Les dirigeants des entreprises chinoises n‘ont décidément pas froid aux yeux. Ils se lancent à l’assaut de l’un des grands fleurons américains des semi-conducteurs:
Micron Technology. Le raid est lancé par Tsinghua Unigroup pour un montant de 23 milliards de dollars, ce qui serait la plus importante acquisition de la
Chine dans le secteur. L’offre de rachat, faite en catimini le 14 juillet 2015, a été depuis confirmée par le cabinet taïwanais TrendForce.
Opération audacieuse
Il s’agirait de la troisième acquisition chinoise majeure de l’année dans les semi-conducteurs après celles des sociétés américaines fabless ISSI et OmniVision par des fonds d’investissement chinois. Ce serait aussi la plus audacieuse puisqu’elle vise le seul fabricant américain de puces mémoires Dram et Flash.

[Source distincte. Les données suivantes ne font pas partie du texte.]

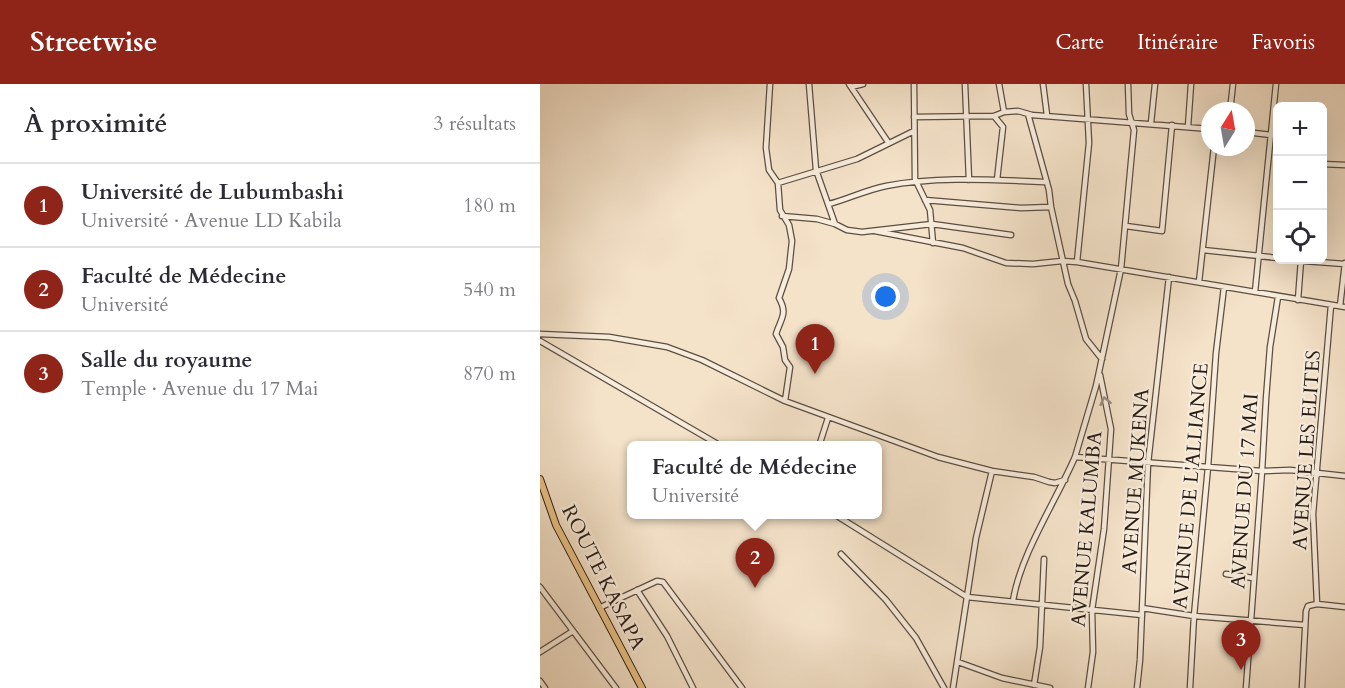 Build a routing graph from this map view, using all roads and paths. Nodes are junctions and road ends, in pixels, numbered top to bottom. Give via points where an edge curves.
1 (771, 84) edge
2 (809, 84) edge
3 (862, 84) edge
4 (914, 84) edge
5 (965, 84) edge
6 (999, 84) edge
7 (1043, 84) edge
8 (1086, 84) edge
9 (1128, 84) edge
10 (1155, 84) edge
11 (1191, 84) edge
12 (1233, 84) edge
13 (1276, 84) edge
14 (850, 86) edge
15 (1231, 102) edge
16 (1004, 112) junction
17 (1028, 114) junction
18 (1047, 115) junction
19 (967, 116) junction
20 (994, 116) junction
21 (914, 117) junction
22 (1087, 118) junction
23 (1132, 121) junction
24 (1152, 123) junction
25 (1172, 125) junction
26 (1188, 127) junction
27 (1201, 128) edge
28 (914, 131) junction
29 (1255, 133) edge
30 (1271, 135) junction
31 (888, 142) junction
32 (1213, 156) edge
33 (1269, 157) junction
34 (1273, 157) edge
35 (1327, 164) edge
36 (1345, 165) edge
37 (816, 170) junction
38 (969, 180) junction
39 (997, 180) junction
40 (916, 182) junction
41 (1047, 182) junction
42 (778, 183) junction
43 (925, 200) junction
44 (829, 204) junction
45 (1051, 207) junction
46 (782, 216) junction
47 (835, 224) junction
48 (932, 224) junction
49 (1126, 226) junction
50 (875, 231) junction
51 (1011, 236) dead end
52 (933, 243) junction
53 (1203, 250) junction
54 (1259, 255) junction
55 (1273, 257) edge
56 (1062, 261) junction
57 (1077, 262) junction
58 (1327, 262) edge
59 (1301, 264) edge
60 (1345, 264) edge
61 (1121, 269) junction
62 (1169, 277) junction
63 (1199, 282) junction
64 (1224, 287) junction
65 (1255, 292) junction
66 (1278, 297) junction
67 (1298, 300) junction
68 (1331, 305) junction
69 (1342, 307) edge
70 (540, 334) edge
71 (540, 341) edge
72 (1102, 359) junction
73 (1099, 372) junction
74 (785, 401) junction
75 (828, 418) junction
76 (712, 441) edge
77 (821, 441) edge
78 (1075, 458) junction
79 (1108, 459) junction
80 (1148, 463) junction
81 (1208, 467) junction
82 (992, 471) junction
83 (1262, 471) junction
84 (1317, 472) junction
85 (1345, 476) edge
86 (540, 479) edge
87 (1065, 480) junction
88 (842, 519) edge
89 (841, 554) dead end
90 (1044, 559) dead end
91 (1226, 574) dead end
92 (1253, 578) junction
93 (540, 587) edge
94 (637, 590) junction
95 (967, 597) junction
96 (1013, 601) junction
97 (1317, 604) junction
98 (1041, 606) junction
99 (1345, 607) edge
100 (599, 608) junction
101 (1142, 608) junction
102 (1092, 610) junction
103 (1142, 615) junction
104 (1194, 616) junction
105 (1250, 620) junction
106 (1305, 625) junction
107 (573, 631) junction
108 (540, 652) edge
109 (958, 662) junction
110 (540, 681) edge
111 (1034, 685) junction
112 (545, 688) edge
113 (616, 688) edge
114 (642, 688) edge
115 (693, 688) edge
116 (742, 688) edge
117 (944, 688) edge
118 (953, 688) edge
119 (1050, 688) edge
120 (1089, 688) edge
121 (1137, 688) edge
122 (1190, 688) edge
123 (1246, 688) edge
124 (1302, 688) edge

1 - 42 street via 766,148 771,174
2 - 37 street
3 - 14 street
4 - 21 street
5 - 19 street
6 - 16 street
7 - 18 street
8 - 22 street
9 - 23 street
10 - 24 street
11 - 26 street
12 - 15 street
13 - 30 street
14 - 31 street
16 - 17 street
16 - 20 street
17 - 18 street
17 - 41 street
18 - 22 street
19 - 20 street
19 - 21 street
19 - 38 street
20 - 39 street via 1003,127
21 - 28 street
22 - 23 street
22 - 57 street via 1090,128
23 - 24 street
23 - 49 street
24 - 25 street
25 - 26 street
25 - 49 street via 1162,231
26 - 27 street
28 - 31 street
28 - 40 street
29 - 30 street
30 - 33 street
31 - 37 street via 857,159
32 - 53 street
33 - 34 street
33 - 54 street
35 - 36 street
37 - 42 street
37 - 44 street
38 - 39 street
38 - 40 street
39 - 41 street
40 - 43 street
40 - 44 street via 886,186
41 - 45 street
42 - 46 street
43 - 45 street
43 - 48 street
44 - 47 street
45 - 56 street
46 - 47 street
46 - 74 street via 789,225 792,241 789,269 779,294 784,313 776,334 790,367
47 - 50 street via 847,230
48 - 50 street
48 - 51 street
48 - 52 street
49 - 61 street
50 - 52 street
52 - 56 street via 963,248 1010,264
53 - 54 street
53 - 63 street
54 - 55 street
54 - 65 street
56 - 57 street
56 - 72 street via 1085,337
57 - 61 street
58 - 60 street
59 - 67 street
60 - 69 street
61 - 62 street
61 - 72 street
62 - 63 street
62 - 80 street, AVENUE MUKENA
63 - 64 street
64 - 65 street
64 - 81 street, AVENUE DE L'ALLIANCE
65 - 66 street
66 - 67 street
66 - 83 street, AVENUE DU 17 MAI
67 - 68 street
68 - 69 street
68 - 84 street, AVENUE LES ELITES
70 - 74 street via 609,337 666,347 702,360
71 - 76 street
72 - 73 street
73 - 78 street
79 -> 73 street, AVENUE KALUMBA via 1111,429
74 - 75 street
75 - 77 street
75 - 82 street via 938,457
78 - 79 street
78 - 87 street
79 - 80 street
79 - 102 street, AVENUE KALUMBA via 1105,518
80 - 81 street
80 - 101 street, AVENUE MUKENA
81 - 83 street
81 - 104 street, AVENUE DE L'ALLIANCE
82 - 87 street via 1055,483
82 - 95 street
83 - 84 street
83 - 92 street, AVENUE DU 17 MAI
84 - 85 street
84 - 97 street, AVENUE LES ELITES via 1313,525
86 - 100 main road, ROUTE KASAPA via 556,525
87 - 96 street via 1017,582
88 - 95 street
89 - 117 street via 916,638
90 - 98 street
91 - 92 street
92 - 105 street, AVENUE DU 17 MAI
93 - 107 street
94 - 100 street
94 - 115 street via 667,636
94 - 116 street via 663,582
95 - 96 street
95 - 109 street
96 - 98 street
97 - 99 street
97 - 106 street via 1306,608
98 - 102 street
98 - 111 street via 1040,657
100 - 114 main road, ROUTE KASAPA
101 - 103 street, AVENUE MUKENA
101 - 104 street
102 - 103 street
102 - 120 street, AVENUE KALUMBA
103 - 121 street, AVENUE MUKENA
104 - 105 street
104 - 122 street, AVENUE DE L'ALLIANCE
105 - 106 street
105 - 123 street, AVENUE DU 17 MAI
106 - 124 street
107 - 108 street
107 - 113 street
109 - 111 street
109 - 118 street
110 - 112 street
111 - 119 street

Par cette opération, la Chine affiche sa détermination à se doter d’une industrie de puces mémoires indispensable à son indépendance technologique en électronique. Le rachat d’ISSI, un fournisseur de mémoires embarquées et microcontrôleurs, constitue un premier pas dans cet objectif. Avec sa montée en puissance dans les mobiles, la télévision ou encore les PC, l’Empire du milieu devient de plus en plus vorace en mémoires. Selon Summit Research, il devrait consommer pour 13 milliards de dollars de mémoires Dram en 2015 et sa consommation pourrait monter à 20 milliards de dollars en 2020. Or, il ne dispose d’aucun acteur local dans ce domaine.
Obstables réglementaires
Les analystes demeurent toutefois sceptiques sur l’aboutissement de cette opération. Davantage pour des raisons réglementaires que financières. Tsinghua Unigroup, qui détient les sociétés fabless Spreadtrum et RDA Microelectronics, peut compter sur le soutien financier du gouvernement chinois pour relever son offre et satisfaire les exigences des actionnaires de Micron Technology. Il peut également demander au géant américain
Intel, qui détient 20% de son capital, d’intercéder en sa faveur auprès des autorités outre-Atlantique.

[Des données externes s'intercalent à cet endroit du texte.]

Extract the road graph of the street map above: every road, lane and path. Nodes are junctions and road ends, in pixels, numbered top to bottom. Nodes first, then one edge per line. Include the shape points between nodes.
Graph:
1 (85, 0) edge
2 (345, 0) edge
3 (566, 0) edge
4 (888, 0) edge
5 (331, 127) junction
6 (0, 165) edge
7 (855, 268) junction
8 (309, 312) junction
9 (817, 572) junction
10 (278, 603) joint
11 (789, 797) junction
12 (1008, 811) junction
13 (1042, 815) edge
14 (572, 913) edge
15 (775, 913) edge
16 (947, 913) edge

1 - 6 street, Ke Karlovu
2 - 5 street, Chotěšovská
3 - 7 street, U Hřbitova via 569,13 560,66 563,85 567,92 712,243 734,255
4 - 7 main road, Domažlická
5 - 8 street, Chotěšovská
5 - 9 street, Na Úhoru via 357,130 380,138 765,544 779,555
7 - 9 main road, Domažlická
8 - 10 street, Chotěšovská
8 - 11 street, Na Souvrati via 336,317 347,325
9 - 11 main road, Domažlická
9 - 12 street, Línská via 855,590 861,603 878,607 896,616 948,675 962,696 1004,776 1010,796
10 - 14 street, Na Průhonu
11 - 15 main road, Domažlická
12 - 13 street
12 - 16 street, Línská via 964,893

Mais l’affaire s’annonce délicate. Les
Etats-Unis considèrent les semi-conducteurs comme un secteur hautement stratégique pour leur sécurité nationale. On voit mal le gouvernement américain laisser filer un fleuron comme Micron Technology en Chine, alors que les tensions sont au plus haut entre les deux puissances sur le terrain de la sécurité. Un contexte qui pourrait amener Intel à se porter acquéreur de Micron Technology dans sa stratégie de compléter son offre de puces électroniques pour les équipements de data centers. Le groupe chinois pourrait, de son coté, se rabattre sur SanDisk, partenaire américain de
Toshiba dans les mémoires Flash. Mais là aussi, il serait confronté à l'obstacle règlementaire.